Step 14: Interpret the Reply

The blue text is the command you just sent, and the red text is the XBee’s reply. Click the red text to read it. You can see a line of hexadecimal similar to what we sent to the XBee in the right-hand window. You can copy and paste this into the Frames Interpreter tool (accessed by clicking the arrow next to the tool icon above), but if the second to last pair of digits is a double zero, that means it succeeded in erasing the working memory.

Step 15: Change AP to 4

Click Close in the top-left corner to exit communication with the XBee.

Click the gear icon to go back into the XBee’s settings, and scroll back down to UART Interface, and change the AP parameter back to MicroPython REPL [4]. Write the new setting to the XBee by clicking the pencil icon.

Step 16: Drag Your Code Into the File System Manager

Go back into Tools > File System Manager, configure to the correct port, and click Open. On the left side of the window (your computer’s files), navigate to the code you want to upload to the XBee, and click and drag it into the right side (the XBee’s files). You should see the file appear on the right side. The new code is now downloaded onto the XBee.

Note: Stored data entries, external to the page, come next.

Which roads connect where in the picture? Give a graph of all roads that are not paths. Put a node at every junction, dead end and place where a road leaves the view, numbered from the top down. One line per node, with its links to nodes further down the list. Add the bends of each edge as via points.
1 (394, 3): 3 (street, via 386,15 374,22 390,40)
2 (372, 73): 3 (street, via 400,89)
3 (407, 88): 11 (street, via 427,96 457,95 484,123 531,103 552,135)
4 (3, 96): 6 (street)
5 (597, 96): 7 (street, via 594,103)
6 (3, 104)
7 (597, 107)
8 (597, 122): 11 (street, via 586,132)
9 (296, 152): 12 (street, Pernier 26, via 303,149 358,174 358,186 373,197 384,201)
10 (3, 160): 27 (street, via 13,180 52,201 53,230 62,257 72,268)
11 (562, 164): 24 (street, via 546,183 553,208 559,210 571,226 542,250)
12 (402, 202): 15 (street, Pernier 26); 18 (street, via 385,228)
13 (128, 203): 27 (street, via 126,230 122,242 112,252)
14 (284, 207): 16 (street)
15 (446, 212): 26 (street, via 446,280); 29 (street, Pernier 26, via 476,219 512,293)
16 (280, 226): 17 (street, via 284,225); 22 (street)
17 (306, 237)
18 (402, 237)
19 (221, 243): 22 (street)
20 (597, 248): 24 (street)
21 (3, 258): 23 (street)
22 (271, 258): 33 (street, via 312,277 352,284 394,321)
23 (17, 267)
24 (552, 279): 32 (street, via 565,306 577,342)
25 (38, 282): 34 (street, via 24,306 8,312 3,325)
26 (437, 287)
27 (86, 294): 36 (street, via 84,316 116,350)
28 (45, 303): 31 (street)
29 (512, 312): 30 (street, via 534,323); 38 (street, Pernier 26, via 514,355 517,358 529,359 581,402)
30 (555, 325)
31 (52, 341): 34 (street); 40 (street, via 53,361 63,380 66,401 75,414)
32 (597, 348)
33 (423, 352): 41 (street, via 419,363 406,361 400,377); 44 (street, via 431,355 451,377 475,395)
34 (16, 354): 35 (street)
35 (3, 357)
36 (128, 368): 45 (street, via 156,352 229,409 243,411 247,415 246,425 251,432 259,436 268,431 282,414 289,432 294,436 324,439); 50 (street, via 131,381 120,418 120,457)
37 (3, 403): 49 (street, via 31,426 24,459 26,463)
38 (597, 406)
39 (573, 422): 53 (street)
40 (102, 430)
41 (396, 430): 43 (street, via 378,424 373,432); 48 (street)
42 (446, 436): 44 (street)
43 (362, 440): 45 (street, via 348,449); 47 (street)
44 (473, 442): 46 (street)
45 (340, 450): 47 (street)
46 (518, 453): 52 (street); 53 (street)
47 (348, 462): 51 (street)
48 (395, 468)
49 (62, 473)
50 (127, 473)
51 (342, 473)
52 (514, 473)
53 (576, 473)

Step 17: Open the MicroPython Terminal

Hit Close. It’s time to make sure the code is working. Navigate to Tools > MicroPython Terminal. Select Configure, choose the right COM port, and then hit Open. There should be a black, blinking cursor in the window. Hit enter, and you’ll see the MicroPython prompt: >>>

Step 18: Test Your Code

Hit Ctrl-R, and the code in the “main.py” file will run. If everything is working correctly, you’re done! If you want the code to automatically run when the XBee is turned on, close the MicroPython Terminal, and in the XBee’s settings, scroll down to MicroPython Commands, and change the PS parameter to Enabled [1], and hit the pencil icon to write it to the XBee.